Superior sodium-ion storage performance of Co3O4@nitrogen-doped carbon: derived from a metal-organic framework

Nitrogen-doped carbon coated Co3O4 nanoparticles (Co3O4@NC) with high Na-ion storage capacity and unprecedented long-life cycling stability are reported in this paper. The Co3O4@NC was derived from a metal-organic framework ZIF-67, where the Co ions and organic linkers were, respectively, converted to Co3O4 nanoparticle cores and nitrogen-doped carbon shells through a controlled two-step annealing process. The Co3O4@NC shows a porous nature with a surface area of 101 m(2) g(-1). When applied as an anode for sodium ion batteries (SIBs), Co3O4@NC delivers a high reversible capacity of 506, 317, and 263 mA h g(-1) at 100, 400, and 1000 mA g(-1), respectively.

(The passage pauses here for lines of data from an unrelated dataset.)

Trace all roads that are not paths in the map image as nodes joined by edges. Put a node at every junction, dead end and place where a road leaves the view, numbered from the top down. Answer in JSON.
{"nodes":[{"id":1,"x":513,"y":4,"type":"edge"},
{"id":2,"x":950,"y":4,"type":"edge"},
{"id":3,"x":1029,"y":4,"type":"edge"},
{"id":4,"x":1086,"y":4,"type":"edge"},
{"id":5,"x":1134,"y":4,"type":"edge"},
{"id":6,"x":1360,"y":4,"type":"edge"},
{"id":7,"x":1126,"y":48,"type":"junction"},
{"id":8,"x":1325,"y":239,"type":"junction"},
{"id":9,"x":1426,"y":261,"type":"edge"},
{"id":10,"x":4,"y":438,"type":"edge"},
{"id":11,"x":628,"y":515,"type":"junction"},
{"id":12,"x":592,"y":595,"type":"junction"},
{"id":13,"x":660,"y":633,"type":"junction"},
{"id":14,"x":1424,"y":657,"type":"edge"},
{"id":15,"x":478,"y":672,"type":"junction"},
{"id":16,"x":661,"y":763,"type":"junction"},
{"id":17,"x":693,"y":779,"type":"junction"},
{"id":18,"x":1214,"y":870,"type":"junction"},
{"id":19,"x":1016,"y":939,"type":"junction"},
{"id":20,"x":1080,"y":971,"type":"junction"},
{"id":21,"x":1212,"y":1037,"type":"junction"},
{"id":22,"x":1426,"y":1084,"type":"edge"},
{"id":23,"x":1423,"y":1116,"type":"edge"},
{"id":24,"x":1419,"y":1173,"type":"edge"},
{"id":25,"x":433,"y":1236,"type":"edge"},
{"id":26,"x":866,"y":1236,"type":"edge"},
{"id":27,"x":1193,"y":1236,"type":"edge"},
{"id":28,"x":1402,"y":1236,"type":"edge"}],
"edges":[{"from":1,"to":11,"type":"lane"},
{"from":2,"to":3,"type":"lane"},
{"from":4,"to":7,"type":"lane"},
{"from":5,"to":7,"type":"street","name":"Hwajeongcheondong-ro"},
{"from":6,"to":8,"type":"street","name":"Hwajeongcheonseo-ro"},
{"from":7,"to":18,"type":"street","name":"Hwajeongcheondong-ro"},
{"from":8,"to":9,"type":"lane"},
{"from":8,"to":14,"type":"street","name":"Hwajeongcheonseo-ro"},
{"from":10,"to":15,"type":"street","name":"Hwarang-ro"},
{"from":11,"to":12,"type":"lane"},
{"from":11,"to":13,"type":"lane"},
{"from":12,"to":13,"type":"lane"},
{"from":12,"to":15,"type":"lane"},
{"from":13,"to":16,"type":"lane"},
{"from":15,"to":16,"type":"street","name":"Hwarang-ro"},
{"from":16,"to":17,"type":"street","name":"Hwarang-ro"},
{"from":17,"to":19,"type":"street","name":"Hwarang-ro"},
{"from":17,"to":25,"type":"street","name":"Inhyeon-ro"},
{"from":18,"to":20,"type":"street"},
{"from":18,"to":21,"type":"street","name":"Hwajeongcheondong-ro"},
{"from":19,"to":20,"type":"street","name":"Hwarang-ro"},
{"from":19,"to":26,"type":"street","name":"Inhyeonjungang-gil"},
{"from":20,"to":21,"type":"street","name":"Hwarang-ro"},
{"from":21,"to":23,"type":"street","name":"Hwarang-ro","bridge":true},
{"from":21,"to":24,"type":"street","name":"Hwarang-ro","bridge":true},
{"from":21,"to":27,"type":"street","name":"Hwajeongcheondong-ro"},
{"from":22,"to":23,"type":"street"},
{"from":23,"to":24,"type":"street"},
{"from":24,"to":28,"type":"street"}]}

A capacity degradation of 0.03% per cycle over 1100 cycles was achieved at a high current density of 1000 mA g(-1). The outstanding Na-ion storage performance can be ascribed to the nitrogen-doped carbon coating (NC), which facilitates the capacitive reaction, minimizes the volume changes of Co3O4, and also enhances the electronic conductivity. This work sheds light on how to develop high-performance metal oxide@NC nanocomposites for SIBs.